Looking forward over the period in which Mr Brown hopes to fight his first general election as Prime Minister, the Chancellor is aiming to cut his borrowing by a further £20 billion over the next five years to stay on course to meet his self-imposed fiscal rules. To that end, he is projecting a further £10 billion increase in the tax burden and has pencilled in a £10 billion cut in public spending.

To bring in most of the extra revenue, the Chancellor is relying on the usual Treasury assumption that he will gradually increase the average rate of income tax by failing to raise allowances and thresholds in line with rising real earnings. These revenue forecasts look realistic and we do not believe that Mr Brown needs to announce additional tax raising measures now to bring in the extra £10 billion he is looking for. But exploiting 'fiscal drag' may not be the most sensible way to raise the extra revenue. We note, for example, that he could choose to raise more money from environmental taxes, although to raise substantial sums from existing green taxes he would have to overcome his reluctance to increase road fuel duty in real terms.

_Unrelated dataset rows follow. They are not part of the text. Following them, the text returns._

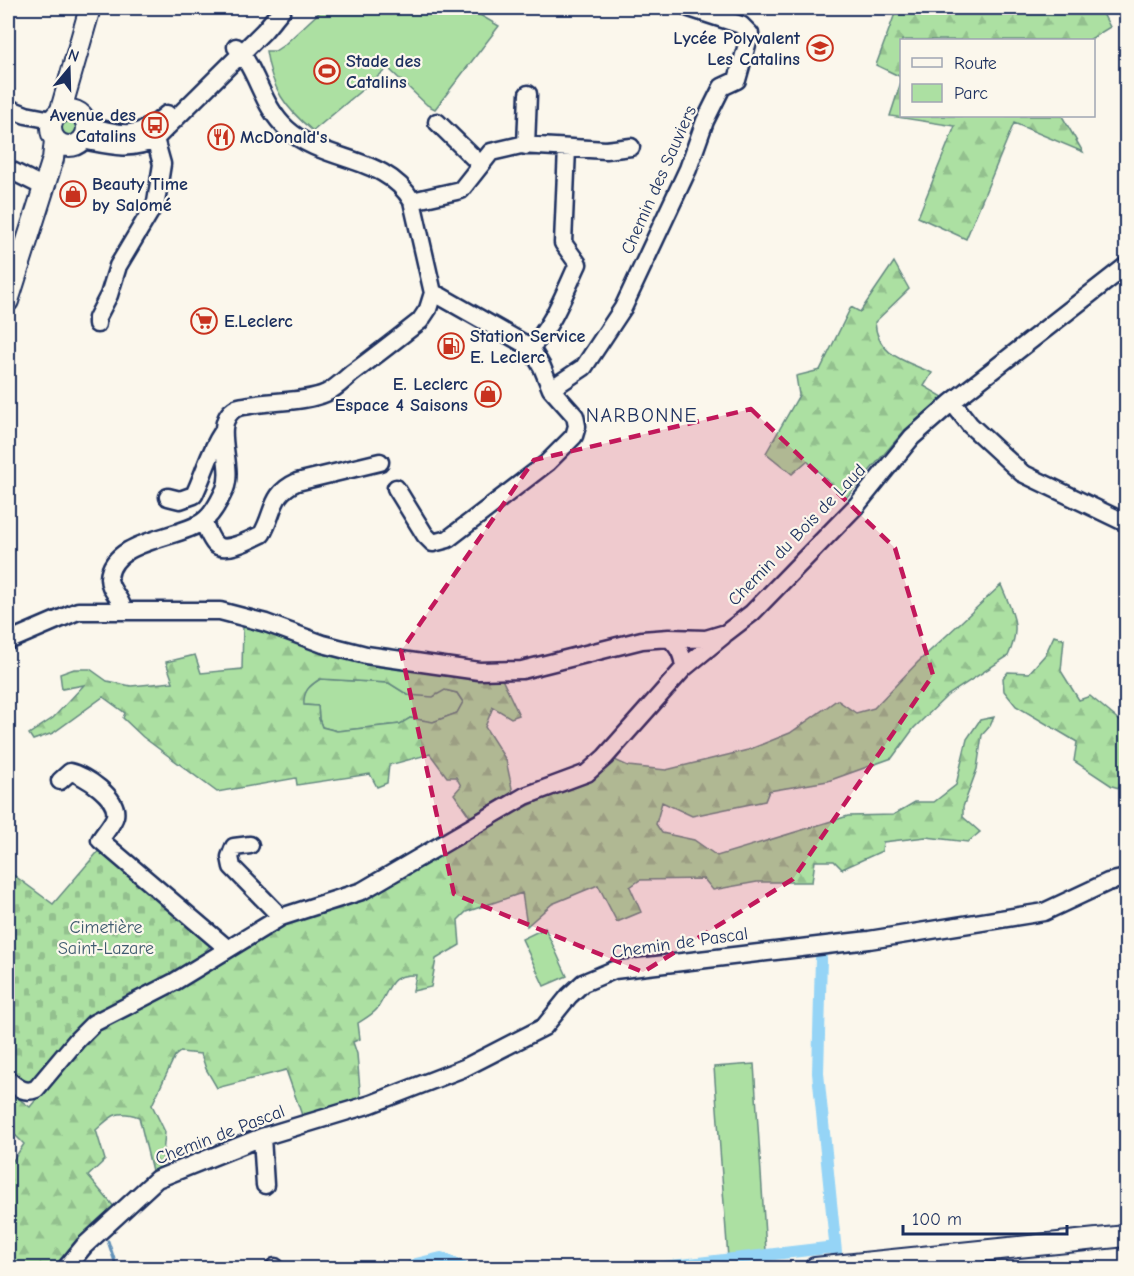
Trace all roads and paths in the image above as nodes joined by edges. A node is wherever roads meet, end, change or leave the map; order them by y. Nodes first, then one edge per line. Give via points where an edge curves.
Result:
1 (90, 8) edge
2 (100, 8) edge
3 (279, 8) edge
4 (284, 8) edge
5 (690, 8) edge
6 (238, 50) junction
7 (527, 93) dead end
8 (8, 108) edge
9 (8, 119) edge
10 (436, 122) dead end
11 (67, 129) junction
12 (155, 139) junction
13 (138, 140) junction
14 (526, 146) junction
15 (631, 147) dead end
16 (567, 148) junction
17 (162, 164) junction
18 (481, 165) junction
19 (8, 169) edge
20 (43, 189) junction
21 (412, 201) junction
22 (1126, 266) edge
23 (433, 293) junction
24 (8, 301) edge
25 (97, 324) dead end
26 (530, 347) junction
27 (551, 389) junction
28 (952, 402) junction
29 (222, 433) junction
30 (380, 462) dead end
31 (396, 488) dead end
32 (168, 497) dead end
33 (203, 522) junction
34 (1126, 523) edge
35 (111, 587) junction
36 (123, 610) junction
37 (78, 611) junction
38 (726, 633) junction
39 (669, 638) junction
40 (8, 641) edge
41 (684, 668) junction
42 (60, 781) dead end
43 (250, 845) dead end
44 (1126, 878) edge
45 (281, 917) junction
46 (228, 949) junction
47 (8, 1080) edge
48 (262, 1137) junction
49 (266, 1185) dead end
50 (1126, 1236) edge
51 (66, 1269) edge
52 (815, 1269) edge

1 - 11 main road
2 - 11 main road
3 - 6 street
4 - 6 street
5 - 27 street, Chemin des Sauviers via 741,25 750,34 737,80 722,87 623,308 584,367
6 - 12 street
6 - 13 street
6 - 21 street via 267,103 286,128 324,150 382,171 399,182
7 - 14 street
8 - 11 street
9 - 11 street
10 - 18 street
11 - 13 street via 105,130
11 - 20 main road
12 - 13 street via 148,135
12 - 17 street
13 - 17 street via 150,158
14 - 16 street
14 - 18 street via 491,152
15 - 16 street
16 - 26 street via 563,243 578,264 546,329
17 - 25 street via 153,209 118,266
18 - 21 street via 461,190
19 - 20 street
20 - 24 main road
21 - 23 street
22 - 28 street, Chemin du Bois de Laud
23 - 26 street
23 - 29 street via 420,321 326,393 237,408 228,417
26 - 27 street
27 - 31 street via 574,416 574,436 547,463 448,539 433,543
28 - 34 street via 970,425 1022,473
28 - 38 street, Chemin du Bois de Laud via 912,437 857,505 752,613
29 - 32 street via 194,495 180,500
29 - 33 street via 229,472 225,488
30 - 33 street via 288,486 275,501 262,534 245,543 219,547
33 - 35 street via 122,554 109,576
35 - 36 street
35 - 37 street
36 - 37 street, Chemin du Bois de Laud
36 - 39 street, Chemin du Bois de Laud via 219,611 366,656 479,671 522,670 642,640
37 - 40 street, Chemin du Bois de Laud
38 - 39 street, Chemin du Bois de Laud via 706,639
38 - 41 street
39 - 41 street via 683,655
41 - 45 street via 587,773 525,796 362,891
42 - 46 street via 70,772 79,774 106,794 115,805 115,816 100,840
43 - 45 street via 234,847 232,867
44 - 48 street, Chemin de Pascal via 1108,882 1044,912 869,940 614,970 583,983 544,1027 464,1068 371,1104
45 - 46 street
46 - 47 street via 94,1023 36,1089 23,1091
48 - 49 street
48 - 51 street, Chemin de Pascal via 157,1179 84,1246
50 - 52 main road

On the spending side, the Chancellor has pencilled in £7 billion of spending cuts over the three years of the forthcoming Comprehensive Spending Review (CSR) - with more assumed to follow. If the Chancellor confirms these plans in the Budget, this will be Labour's toughest spending review yet and (if delivered) would be the tightest squeeze on spending since it stuck to the plans it inherited from the Conservatives in its early years in office - when it was helped by falling unemployment and debt interest costs.

Meanwhile, IFS analysis suggests that meeting the Government's 2010/11 child poverty target alone could cost at least an extra £4½ billion. Even if spending in areas such as defence and environmental protection were frozen in real terms, this could only be found by allocating the NHS less than the minimum recommended by the Wanless Review and/or by cutting education spending as a share of national income.

Mr Brown's most likely strategy may be to focus limited resources on health and education (which would still mean giving them smaller increases in resources than they have enjoyed in recent years), and to put off the tax credit increases necessary to help reduce child poverty to the target until later Budgets and Pre-Budget Reports, in the hope that revenues come in more strongly than expected. But time is short and we note that the Chancellor used unexpected improvements in the public finances to top up previous spending reviews, only to have to retrench when his later forecasts proved overoptimistic.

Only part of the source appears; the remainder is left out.